Anyone run into a problem with calls to CFINDEX after having applied HotFix 21? I'm getting the following stack after the hotfix (looks like during the indexing of a Word or Excel file):
at org.apache.poi.xwpf.usermodel.XWPFRun.text(XWPFRun.java:1001) at org.apache.poi.xwpf.usermodel.XWPFRun.toString(XWPFRun.java:971) at org.apache.poi.xwpf.usermodel.XWPFParagraph.getText(XWPFParagraph.java:215) at org.apache.poi.xwpf.usermodel.XWPFTable.<init>(XWPFTable.java:117) at org.apache.poi.xwpf.usermodel.XWPFDocument.onDocumentRead(XWPFDocument.java:152) at org.apache.poi.POIXMLDocument.load(POIXMLDocument.java:166) at org.apache.poi.xwpf.usermodel.XWPFDocument.<init>(XWPFDocument.java:118) at org.apache.poi.xwpf.extractor.XWPFWordExtractor.<init>(XWPFWordExtractor.java:59) at coldfusion.tagext.search.MSDocument.readDocx(MSDocument.java:164) at coldfusion.tagext.search.SolrUtils.getSolrDocument(SolrUtils.java:734) at coldfusion.tagext.search.SolrUtils.addDocument(SolrUtils.java:1349) at coldfusion.tagext.search.IndexTag.doUpdate(IndexTag.java:675) at ............
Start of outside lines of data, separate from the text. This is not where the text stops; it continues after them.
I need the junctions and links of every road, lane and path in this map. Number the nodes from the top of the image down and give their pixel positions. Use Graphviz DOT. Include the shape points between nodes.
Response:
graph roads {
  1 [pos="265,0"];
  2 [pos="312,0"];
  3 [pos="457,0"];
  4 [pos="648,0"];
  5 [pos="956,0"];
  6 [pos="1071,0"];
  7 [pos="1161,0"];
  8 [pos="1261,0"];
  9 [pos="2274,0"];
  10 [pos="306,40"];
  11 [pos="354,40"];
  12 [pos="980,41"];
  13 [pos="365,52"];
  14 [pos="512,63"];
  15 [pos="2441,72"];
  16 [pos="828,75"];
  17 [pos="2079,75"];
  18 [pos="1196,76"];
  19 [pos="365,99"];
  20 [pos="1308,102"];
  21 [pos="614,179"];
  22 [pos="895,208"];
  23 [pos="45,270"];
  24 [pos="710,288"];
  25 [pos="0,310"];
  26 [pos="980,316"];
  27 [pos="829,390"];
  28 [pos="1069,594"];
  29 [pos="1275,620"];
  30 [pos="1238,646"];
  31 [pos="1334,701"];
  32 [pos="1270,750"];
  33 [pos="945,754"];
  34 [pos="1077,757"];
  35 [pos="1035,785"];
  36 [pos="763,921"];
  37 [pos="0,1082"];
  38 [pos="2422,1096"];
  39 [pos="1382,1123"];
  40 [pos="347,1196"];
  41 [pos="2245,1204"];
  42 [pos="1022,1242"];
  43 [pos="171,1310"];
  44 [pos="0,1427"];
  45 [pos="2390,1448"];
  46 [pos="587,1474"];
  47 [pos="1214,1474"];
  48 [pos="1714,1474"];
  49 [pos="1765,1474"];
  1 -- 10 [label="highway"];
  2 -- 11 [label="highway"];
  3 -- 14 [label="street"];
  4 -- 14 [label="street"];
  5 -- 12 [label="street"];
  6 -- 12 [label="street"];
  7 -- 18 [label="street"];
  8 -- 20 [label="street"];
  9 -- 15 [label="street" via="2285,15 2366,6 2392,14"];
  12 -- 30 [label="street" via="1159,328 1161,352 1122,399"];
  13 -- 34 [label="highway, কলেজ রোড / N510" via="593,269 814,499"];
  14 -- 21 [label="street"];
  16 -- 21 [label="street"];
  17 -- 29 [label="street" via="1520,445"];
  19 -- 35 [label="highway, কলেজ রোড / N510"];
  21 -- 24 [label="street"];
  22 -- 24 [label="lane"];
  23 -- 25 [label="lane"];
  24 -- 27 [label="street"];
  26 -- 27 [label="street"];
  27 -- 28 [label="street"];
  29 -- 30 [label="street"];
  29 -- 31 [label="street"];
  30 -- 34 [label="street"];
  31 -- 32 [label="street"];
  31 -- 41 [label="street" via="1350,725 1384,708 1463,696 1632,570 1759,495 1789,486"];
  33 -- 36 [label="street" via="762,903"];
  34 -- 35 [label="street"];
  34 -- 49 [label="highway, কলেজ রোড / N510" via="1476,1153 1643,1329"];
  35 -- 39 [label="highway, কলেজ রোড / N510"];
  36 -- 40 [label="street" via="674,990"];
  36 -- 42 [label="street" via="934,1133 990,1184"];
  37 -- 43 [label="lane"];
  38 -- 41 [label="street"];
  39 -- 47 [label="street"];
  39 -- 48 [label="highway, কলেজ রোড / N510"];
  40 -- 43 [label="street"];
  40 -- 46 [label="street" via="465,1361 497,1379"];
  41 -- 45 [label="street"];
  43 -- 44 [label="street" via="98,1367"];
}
CFTRY/CFCATCH/CFDUMP should be a little more precise in providing error information.
I tried cfindex wth update 21 and it works well, can you create a new collection and try it.
Here's the code that is triggering the Site-Wide Error:
<CFINDEX ACTION = "UPDATE"
AUTOCOMMIT = "false"
COLLECTION = "#Variables.Collection[idx].CollectionName#"
EXTENSIONS = ".*"
CUSTOM1 = ""
CUSTOM2 = ""
CUSTOM3 = "#Variables.Collection[idx].FilesBaseDirRel#"
KEY = "#Variables.Collection[idx].FilesBaseDirAbs#"
LANGUAGE = "ENGLISH"
TYPE = "PATH"
URLPATH = "#Variables.Collection[idx].FilesBaseDirRel#">
Message - #cfcatch.message#
Type - #CFCATCH.TYPE#
Tag Content - <cfdump var="#cfcatch.tagcontext#">
Fairly straight forward, simply indexes all files in a certain directory. This directory is comprised of html, Word, Excel, PowerPoint and PDF documents. I backed out HotFix 21, returned to HotFix 20, and all works fine, so I'm fairly certain the problem is in HotFix 21.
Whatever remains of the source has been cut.